_The problem_
Some lines below hold "path". Pick them out and copy them.

Collected data entries
Segment Open
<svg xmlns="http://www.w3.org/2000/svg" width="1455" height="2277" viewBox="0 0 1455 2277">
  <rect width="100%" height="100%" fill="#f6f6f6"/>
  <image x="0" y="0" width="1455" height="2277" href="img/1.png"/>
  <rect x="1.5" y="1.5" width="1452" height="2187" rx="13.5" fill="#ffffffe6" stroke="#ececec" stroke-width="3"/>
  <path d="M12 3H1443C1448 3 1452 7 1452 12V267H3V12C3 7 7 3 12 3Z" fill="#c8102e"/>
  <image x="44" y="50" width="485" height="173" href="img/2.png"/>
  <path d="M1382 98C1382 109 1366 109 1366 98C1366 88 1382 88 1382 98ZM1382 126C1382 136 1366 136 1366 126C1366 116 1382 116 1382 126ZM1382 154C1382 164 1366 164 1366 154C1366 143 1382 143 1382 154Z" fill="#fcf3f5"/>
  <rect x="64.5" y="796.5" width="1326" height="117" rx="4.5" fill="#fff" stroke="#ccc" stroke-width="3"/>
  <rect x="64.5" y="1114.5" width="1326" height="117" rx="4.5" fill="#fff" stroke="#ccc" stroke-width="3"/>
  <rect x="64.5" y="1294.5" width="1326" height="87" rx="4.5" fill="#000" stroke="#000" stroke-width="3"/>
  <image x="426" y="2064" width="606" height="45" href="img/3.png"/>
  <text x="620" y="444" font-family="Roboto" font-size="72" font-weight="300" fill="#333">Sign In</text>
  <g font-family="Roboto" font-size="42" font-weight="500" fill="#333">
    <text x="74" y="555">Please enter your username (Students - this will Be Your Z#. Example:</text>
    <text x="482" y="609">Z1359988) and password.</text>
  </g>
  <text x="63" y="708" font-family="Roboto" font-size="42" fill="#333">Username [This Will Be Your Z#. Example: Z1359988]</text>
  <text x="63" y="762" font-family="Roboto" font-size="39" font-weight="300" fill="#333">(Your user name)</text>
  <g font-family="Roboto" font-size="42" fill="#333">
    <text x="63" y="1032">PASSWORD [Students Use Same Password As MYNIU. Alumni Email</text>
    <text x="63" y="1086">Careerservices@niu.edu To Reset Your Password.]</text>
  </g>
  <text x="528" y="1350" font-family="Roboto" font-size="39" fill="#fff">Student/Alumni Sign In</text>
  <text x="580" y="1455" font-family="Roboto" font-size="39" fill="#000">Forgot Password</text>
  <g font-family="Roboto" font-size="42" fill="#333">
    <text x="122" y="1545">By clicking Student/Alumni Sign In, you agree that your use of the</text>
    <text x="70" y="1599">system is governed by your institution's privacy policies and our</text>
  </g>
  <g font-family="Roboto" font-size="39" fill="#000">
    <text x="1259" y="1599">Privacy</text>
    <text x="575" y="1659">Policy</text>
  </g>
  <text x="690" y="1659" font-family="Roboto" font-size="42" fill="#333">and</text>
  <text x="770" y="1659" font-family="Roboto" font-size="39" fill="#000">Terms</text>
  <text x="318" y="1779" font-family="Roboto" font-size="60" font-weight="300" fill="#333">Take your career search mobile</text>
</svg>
Segment Closed
_Task output_
  <path d="M12 3H1443C1448 3 1452 7 1452 12V267H3V12C3 7 7 3 12 3Z" fill="#c8102e"/>
  <path d="M1382 98C1382 109 1366 109 1366 98C1366 88 1382 88 1382 98ZM1382 126C1382 136 1366 136 1366 126C1366 116 1382 116 1382 126ZM1382 154C1382 164 1366 164 1366 154C1366 143 1382 143 1382 154Z" fill="#fcf3f5"/>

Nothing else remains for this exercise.